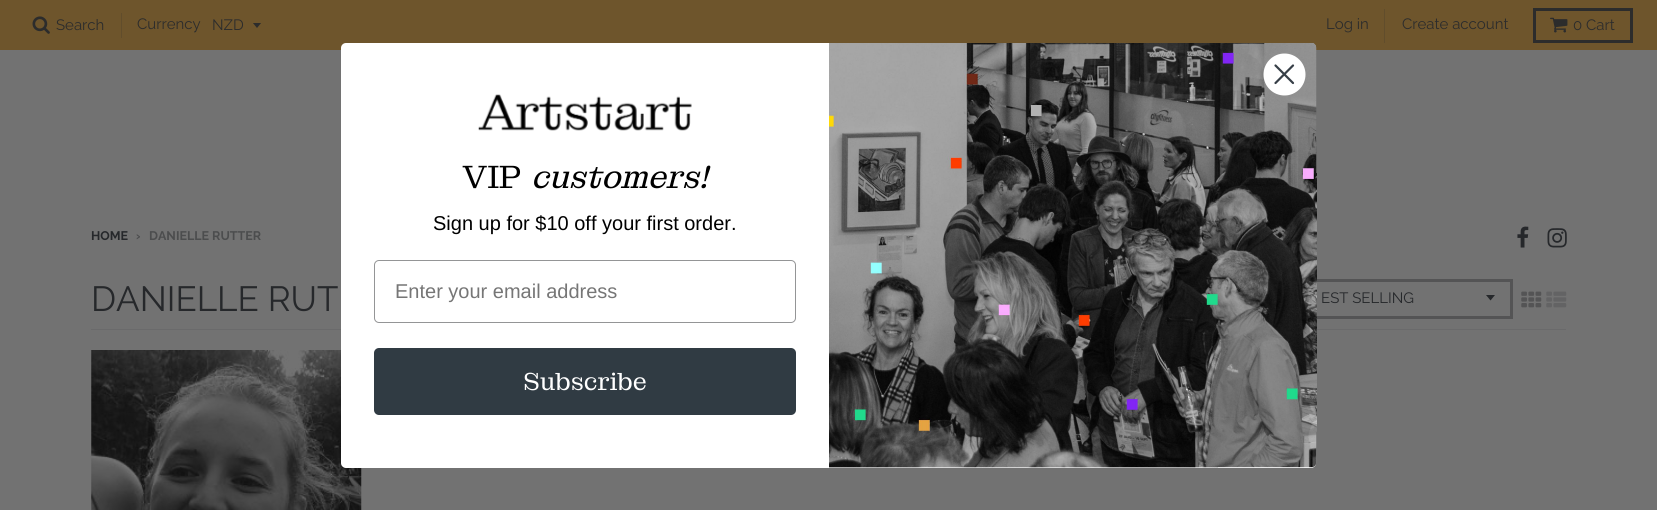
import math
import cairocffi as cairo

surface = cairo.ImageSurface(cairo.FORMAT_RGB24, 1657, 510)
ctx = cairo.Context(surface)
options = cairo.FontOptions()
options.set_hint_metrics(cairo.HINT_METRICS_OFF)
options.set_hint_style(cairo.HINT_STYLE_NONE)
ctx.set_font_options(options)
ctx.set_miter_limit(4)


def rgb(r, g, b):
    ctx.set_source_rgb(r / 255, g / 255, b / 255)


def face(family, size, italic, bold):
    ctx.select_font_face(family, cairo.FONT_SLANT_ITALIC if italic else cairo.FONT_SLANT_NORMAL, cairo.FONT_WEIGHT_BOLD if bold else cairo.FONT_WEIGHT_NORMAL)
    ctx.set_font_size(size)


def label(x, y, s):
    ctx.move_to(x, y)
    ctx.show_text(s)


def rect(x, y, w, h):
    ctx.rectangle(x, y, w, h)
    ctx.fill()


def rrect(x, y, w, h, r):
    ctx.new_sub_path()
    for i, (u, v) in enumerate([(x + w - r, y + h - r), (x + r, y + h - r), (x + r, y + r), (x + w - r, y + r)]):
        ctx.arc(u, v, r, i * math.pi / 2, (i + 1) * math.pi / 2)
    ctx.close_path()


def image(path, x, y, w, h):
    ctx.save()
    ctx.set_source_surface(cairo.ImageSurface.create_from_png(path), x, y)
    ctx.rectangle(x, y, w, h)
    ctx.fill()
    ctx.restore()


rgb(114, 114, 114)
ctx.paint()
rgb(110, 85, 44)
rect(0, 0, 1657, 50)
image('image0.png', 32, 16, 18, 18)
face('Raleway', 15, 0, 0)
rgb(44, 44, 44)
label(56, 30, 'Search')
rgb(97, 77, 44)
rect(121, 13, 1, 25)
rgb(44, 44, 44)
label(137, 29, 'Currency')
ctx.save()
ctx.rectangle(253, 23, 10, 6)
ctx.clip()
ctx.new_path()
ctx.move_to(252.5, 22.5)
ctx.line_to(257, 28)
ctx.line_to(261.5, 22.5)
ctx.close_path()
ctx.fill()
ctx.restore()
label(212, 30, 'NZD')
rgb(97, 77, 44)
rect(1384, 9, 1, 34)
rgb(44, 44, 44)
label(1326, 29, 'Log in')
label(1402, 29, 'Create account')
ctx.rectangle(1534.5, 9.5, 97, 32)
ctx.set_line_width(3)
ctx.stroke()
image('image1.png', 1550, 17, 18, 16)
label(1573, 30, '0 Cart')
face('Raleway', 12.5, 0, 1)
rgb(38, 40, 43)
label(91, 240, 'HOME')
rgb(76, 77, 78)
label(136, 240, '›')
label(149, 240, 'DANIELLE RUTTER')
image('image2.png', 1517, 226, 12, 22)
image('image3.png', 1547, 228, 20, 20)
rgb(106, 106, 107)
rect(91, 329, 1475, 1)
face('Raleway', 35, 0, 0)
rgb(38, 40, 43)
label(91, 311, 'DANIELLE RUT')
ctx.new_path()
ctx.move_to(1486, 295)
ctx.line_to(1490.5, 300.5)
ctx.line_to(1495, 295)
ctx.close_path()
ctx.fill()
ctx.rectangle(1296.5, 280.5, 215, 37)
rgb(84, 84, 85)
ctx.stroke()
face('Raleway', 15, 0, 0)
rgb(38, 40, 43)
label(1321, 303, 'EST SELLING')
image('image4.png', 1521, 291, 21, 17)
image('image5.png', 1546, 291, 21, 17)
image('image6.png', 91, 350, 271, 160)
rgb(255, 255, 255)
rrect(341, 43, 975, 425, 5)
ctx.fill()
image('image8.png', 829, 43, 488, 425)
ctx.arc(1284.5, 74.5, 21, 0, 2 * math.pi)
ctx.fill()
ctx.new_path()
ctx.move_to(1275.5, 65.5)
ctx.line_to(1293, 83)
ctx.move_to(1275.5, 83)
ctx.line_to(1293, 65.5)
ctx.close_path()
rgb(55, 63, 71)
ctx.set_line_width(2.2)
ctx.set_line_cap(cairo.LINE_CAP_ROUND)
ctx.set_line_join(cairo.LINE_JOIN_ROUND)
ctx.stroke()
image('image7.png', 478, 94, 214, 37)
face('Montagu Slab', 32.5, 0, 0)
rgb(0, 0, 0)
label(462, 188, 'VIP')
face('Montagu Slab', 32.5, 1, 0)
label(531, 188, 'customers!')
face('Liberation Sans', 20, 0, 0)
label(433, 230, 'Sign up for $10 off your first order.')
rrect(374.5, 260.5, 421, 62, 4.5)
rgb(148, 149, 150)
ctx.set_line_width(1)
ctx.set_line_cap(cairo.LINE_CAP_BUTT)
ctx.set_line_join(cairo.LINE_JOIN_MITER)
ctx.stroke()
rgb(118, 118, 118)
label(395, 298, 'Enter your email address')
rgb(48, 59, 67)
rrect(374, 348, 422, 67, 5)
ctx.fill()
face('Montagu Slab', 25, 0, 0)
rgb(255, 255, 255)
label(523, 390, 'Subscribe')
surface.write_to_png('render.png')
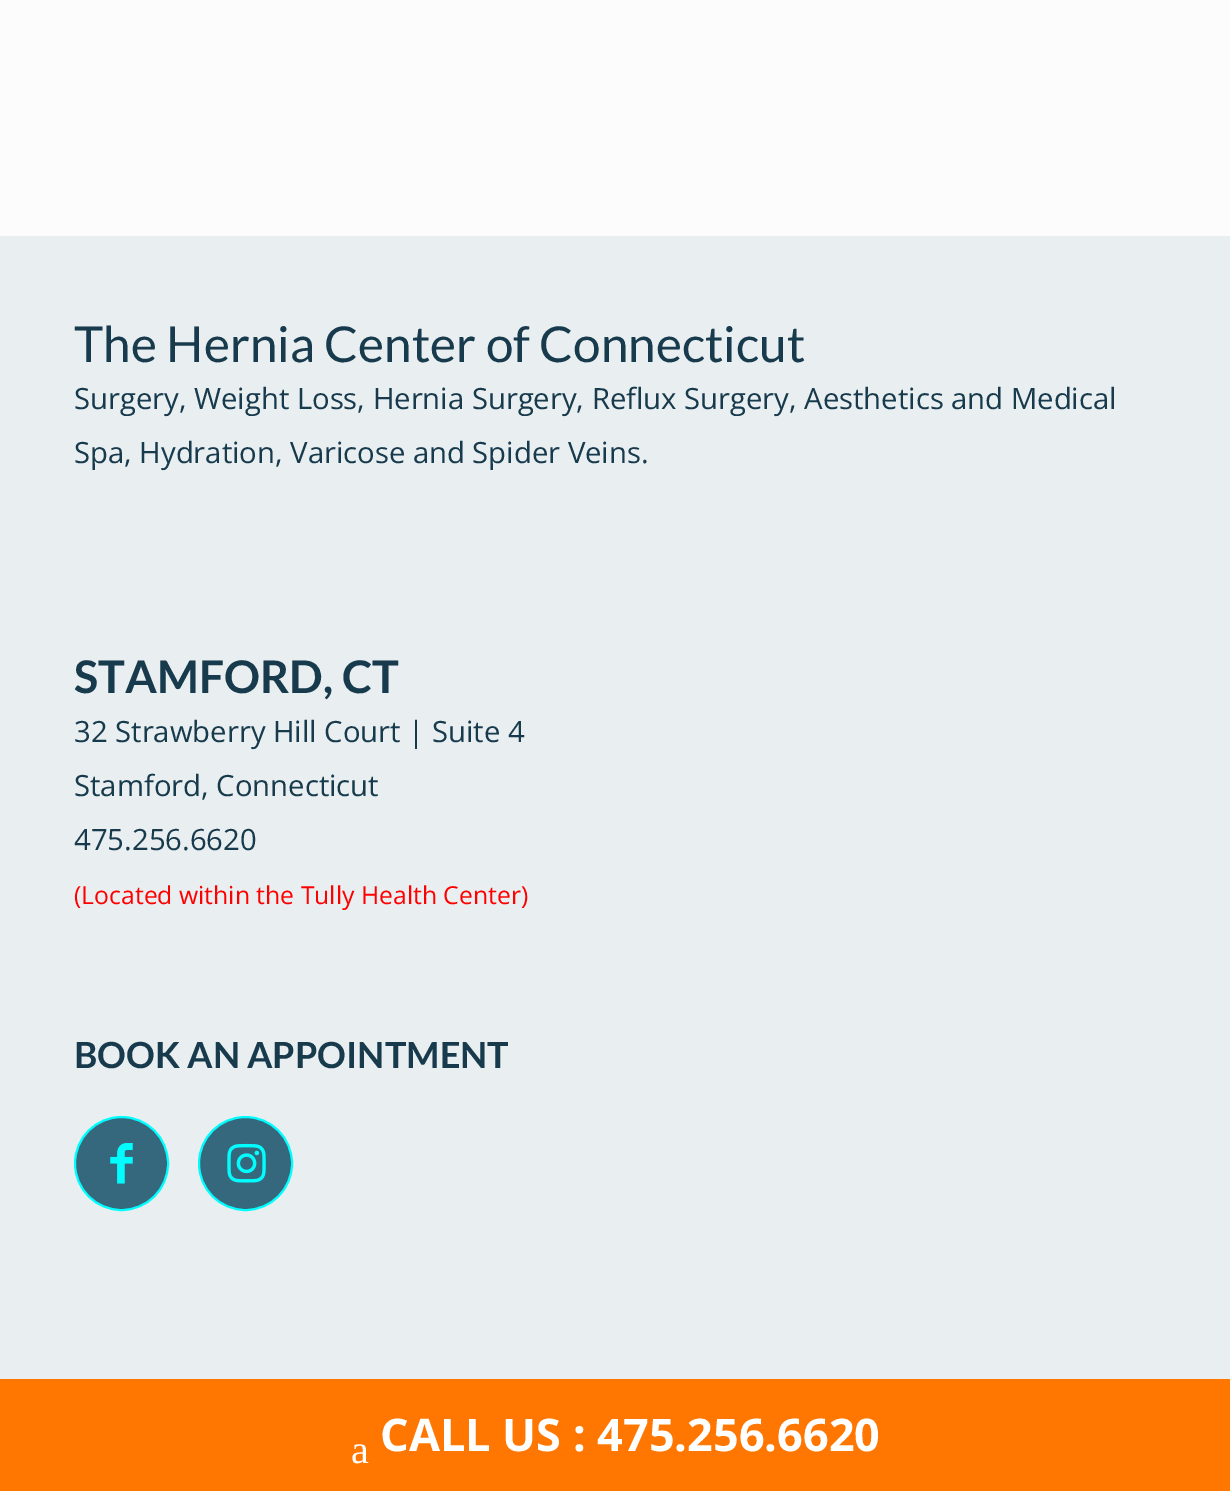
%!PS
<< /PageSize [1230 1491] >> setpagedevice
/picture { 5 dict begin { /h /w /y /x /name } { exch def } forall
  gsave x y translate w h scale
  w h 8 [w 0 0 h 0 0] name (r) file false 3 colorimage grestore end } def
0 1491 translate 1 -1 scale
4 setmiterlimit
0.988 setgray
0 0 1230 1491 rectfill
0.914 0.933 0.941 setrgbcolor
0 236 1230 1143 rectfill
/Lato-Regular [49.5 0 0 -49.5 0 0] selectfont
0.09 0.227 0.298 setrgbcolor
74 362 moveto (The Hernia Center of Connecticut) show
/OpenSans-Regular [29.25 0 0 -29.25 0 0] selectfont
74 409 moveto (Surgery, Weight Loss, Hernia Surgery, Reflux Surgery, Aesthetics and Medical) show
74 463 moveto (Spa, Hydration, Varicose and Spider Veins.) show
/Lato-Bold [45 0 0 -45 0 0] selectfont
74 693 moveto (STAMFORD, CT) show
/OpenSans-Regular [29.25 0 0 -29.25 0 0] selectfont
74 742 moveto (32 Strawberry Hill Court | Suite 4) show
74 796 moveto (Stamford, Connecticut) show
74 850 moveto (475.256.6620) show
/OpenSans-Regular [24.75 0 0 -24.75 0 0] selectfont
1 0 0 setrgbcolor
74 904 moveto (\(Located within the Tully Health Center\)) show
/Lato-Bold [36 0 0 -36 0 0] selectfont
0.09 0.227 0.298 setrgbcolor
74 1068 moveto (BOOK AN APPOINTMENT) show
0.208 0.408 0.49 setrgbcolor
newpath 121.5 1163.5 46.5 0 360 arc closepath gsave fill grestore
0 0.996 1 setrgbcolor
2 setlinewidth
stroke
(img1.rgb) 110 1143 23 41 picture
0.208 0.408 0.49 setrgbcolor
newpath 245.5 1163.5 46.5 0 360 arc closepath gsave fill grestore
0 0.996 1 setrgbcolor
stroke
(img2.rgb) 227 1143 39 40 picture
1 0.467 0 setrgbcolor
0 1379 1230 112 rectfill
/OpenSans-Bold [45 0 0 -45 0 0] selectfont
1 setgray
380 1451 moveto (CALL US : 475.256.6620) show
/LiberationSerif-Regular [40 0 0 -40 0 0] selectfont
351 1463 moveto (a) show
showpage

____________

● **Exercise**:
Please determine how many lines of the records above contain "import", and state that number only.

● **Response box**:
2